PROVIDED MATERIAL.

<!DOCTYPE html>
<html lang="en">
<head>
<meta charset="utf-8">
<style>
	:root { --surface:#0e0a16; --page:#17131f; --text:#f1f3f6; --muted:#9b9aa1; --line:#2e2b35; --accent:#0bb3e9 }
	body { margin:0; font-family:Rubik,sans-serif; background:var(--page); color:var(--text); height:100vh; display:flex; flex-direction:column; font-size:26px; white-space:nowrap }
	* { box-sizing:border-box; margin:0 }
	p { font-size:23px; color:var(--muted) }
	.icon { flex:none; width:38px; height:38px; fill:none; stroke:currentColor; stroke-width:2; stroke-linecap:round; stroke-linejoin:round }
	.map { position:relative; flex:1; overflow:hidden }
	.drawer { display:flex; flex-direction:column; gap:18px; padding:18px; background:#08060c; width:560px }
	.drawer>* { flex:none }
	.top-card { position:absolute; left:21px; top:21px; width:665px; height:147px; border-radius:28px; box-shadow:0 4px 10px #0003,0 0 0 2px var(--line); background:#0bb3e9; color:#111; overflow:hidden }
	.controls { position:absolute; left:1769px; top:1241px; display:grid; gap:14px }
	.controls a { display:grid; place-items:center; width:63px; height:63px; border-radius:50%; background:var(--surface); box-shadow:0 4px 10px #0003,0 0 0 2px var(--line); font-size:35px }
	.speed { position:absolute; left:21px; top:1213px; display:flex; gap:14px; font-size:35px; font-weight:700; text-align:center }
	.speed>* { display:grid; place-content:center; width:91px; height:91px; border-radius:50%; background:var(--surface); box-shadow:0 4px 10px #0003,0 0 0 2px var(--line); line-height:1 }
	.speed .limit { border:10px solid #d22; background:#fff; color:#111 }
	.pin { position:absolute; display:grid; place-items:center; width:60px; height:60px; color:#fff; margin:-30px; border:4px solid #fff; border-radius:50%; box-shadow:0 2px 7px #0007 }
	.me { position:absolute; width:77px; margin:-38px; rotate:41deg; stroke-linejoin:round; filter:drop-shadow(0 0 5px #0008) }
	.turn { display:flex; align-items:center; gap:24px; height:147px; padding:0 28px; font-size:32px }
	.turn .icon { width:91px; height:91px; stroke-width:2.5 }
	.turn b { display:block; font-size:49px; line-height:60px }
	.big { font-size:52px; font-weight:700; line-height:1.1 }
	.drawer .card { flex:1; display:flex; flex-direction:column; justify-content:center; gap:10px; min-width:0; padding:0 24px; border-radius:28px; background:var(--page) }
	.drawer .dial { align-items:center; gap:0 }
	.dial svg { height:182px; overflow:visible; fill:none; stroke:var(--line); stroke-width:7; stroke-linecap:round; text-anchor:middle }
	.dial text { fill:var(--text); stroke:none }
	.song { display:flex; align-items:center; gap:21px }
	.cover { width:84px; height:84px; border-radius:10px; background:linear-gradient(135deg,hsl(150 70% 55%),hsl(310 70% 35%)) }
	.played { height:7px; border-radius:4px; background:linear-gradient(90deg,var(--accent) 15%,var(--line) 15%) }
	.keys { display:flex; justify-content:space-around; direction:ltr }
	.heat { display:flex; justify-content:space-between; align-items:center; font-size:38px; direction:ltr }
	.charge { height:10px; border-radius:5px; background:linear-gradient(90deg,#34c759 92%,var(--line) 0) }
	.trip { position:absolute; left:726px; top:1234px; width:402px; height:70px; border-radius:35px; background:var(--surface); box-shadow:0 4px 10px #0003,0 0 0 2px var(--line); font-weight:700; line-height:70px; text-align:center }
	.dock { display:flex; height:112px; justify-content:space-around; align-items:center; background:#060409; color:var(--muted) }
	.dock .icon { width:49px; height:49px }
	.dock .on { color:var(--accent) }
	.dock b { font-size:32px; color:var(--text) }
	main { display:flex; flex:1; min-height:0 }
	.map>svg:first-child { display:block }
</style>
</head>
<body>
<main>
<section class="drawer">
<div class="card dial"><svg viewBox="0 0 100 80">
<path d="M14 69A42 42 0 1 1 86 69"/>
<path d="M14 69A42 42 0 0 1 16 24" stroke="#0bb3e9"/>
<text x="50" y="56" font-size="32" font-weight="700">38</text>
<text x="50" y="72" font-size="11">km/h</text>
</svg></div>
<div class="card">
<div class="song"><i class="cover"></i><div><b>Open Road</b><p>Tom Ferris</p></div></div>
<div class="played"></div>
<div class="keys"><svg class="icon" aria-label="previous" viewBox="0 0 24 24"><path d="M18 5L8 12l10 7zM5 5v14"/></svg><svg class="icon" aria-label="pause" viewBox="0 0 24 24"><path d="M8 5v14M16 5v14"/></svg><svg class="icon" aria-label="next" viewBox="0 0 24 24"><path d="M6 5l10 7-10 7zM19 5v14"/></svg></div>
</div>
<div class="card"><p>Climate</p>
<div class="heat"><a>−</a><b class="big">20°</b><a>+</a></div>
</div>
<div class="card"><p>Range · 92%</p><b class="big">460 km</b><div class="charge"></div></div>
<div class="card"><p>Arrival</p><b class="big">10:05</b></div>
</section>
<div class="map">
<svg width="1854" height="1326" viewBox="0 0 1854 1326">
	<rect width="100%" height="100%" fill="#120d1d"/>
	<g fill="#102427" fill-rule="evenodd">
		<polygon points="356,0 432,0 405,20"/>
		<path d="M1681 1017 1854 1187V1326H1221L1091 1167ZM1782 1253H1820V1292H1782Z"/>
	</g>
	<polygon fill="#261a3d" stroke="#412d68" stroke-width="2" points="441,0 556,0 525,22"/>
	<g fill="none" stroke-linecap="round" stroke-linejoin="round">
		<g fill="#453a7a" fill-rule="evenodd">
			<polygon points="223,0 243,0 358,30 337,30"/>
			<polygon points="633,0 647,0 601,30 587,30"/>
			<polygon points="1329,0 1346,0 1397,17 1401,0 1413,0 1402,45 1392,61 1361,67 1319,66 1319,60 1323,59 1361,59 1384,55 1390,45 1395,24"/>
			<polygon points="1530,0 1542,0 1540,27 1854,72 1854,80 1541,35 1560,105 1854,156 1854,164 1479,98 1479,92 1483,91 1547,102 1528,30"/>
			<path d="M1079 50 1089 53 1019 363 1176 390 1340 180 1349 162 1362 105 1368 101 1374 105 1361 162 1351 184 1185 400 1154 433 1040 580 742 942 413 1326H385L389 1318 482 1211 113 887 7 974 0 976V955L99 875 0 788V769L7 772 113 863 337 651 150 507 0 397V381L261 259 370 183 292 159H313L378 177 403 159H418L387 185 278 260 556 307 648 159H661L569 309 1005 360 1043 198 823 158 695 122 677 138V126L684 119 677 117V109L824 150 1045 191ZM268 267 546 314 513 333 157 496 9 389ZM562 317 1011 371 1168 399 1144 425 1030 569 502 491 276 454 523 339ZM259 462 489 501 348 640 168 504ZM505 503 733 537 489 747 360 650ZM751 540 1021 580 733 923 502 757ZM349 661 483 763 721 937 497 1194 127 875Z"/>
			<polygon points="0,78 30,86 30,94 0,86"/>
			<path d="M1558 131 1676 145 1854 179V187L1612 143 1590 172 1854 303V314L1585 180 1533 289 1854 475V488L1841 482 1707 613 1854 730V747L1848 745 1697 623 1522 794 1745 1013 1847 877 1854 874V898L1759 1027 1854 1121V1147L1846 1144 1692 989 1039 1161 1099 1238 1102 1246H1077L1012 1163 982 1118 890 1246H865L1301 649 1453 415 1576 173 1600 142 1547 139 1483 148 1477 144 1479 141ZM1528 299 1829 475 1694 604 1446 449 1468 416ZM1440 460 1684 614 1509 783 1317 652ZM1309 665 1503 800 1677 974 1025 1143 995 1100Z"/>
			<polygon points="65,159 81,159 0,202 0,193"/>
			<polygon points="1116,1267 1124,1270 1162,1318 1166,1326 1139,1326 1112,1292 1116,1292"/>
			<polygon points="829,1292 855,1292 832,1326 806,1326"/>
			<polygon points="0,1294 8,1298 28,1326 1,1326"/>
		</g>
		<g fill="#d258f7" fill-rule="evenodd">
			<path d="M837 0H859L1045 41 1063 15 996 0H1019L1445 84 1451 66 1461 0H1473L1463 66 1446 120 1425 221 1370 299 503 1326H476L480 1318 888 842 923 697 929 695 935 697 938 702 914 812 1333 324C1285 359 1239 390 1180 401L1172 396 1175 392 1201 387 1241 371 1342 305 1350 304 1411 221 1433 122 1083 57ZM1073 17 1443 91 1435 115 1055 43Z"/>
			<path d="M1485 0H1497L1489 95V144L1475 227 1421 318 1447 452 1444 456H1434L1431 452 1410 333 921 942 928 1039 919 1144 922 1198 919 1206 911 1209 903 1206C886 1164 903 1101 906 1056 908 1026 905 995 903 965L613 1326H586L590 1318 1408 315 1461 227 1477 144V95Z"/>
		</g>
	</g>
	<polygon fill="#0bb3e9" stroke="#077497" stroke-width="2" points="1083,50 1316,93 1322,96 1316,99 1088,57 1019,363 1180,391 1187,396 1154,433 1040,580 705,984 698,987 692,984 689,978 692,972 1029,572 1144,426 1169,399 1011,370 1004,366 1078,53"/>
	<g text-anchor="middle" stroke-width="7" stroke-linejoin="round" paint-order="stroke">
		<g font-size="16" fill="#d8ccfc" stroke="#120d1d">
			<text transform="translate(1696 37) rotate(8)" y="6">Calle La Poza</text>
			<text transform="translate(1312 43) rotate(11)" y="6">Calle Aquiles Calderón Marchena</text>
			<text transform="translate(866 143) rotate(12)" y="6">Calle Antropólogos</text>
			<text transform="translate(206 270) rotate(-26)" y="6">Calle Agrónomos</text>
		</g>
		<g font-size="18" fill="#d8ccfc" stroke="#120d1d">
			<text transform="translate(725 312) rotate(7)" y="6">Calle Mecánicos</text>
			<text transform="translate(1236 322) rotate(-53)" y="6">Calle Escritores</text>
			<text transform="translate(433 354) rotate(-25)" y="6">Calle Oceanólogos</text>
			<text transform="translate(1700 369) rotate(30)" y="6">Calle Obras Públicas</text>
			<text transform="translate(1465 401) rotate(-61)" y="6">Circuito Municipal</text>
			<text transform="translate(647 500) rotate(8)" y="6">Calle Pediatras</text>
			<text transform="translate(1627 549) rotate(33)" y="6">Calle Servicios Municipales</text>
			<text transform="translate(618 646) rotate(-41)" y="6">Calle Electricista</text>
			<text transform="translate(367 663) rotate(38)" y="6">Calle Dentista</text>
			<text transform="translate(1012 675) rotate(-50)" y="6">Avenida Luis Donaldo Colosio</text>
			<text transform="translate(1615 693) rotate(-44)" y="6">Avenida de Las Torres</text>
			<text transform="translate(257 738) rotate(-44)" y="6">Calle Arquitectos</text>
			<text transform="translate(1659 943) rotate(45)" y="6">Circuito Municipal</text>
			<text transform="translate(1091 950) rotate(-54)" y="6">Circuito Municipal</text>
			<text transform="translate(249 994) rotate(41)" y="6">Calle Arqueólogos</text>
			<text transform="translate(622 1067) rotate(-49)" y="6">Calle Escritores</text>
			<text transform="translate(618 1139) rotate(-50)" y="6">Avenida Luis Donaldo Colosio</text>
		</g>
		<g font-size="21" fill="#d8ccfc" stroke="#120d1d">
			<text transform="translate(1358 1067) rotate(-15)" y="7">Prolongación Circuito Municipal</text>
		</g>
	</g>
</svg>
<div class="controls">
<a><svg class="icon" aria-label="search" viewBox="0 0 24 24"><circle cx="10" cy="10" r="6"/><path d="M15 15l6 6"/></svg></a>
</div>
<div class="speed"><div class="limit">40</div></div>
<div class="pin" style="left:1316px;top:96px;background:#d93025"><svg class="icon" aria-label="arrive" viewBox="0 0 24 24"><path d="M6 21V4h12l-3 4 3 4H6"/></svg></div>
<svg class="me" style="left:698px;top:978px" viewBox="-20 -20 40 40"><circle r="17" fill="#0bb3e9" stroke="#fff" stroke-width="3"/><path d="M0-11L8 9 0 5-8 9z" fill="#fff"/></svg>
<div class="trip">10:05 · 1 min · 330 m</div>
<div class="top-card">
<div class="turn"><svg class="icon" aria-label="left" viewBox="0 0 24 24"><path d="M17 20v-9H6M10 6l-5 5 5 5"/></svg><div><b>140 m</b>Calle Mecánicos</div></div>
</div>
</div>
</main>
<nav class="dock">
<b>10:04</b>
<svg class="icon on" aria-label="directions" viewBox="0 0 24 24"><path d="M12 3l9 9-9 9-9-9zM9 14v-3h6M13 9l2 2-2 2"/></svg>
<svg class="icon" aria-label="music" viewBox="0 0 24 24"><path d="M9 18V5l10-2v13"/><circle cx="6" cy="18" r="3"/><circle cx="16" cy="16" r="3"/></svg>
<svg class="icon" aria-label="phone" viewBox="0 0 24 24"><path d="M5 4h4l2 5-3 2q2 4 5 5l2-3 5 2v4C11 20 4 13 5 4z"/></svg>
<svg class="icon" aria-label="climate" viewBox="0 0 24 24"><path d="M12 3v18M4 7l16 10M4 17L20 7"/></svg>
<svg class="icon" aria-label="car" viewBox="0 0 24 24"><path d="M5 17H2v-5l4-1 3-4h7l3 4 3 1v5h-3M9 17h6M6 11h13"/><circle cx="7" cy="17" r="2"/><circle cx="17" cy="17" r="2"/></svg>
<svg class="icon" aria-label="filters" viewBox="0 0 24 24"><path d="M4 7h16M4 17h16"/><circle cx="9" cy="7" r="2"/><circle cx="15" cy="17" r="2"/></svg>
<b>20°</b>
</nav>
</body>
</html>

EXERCISE OBJECTIVE.
Pull out every line holding "song" from the records above, and copy it.

THE ANSWER.
	.song { display:flex; align-items:center; gap:21px }
<div class="song"><i class="cover"></i><div><b>Open Road</b><p>Tom Ferris</p></div></div>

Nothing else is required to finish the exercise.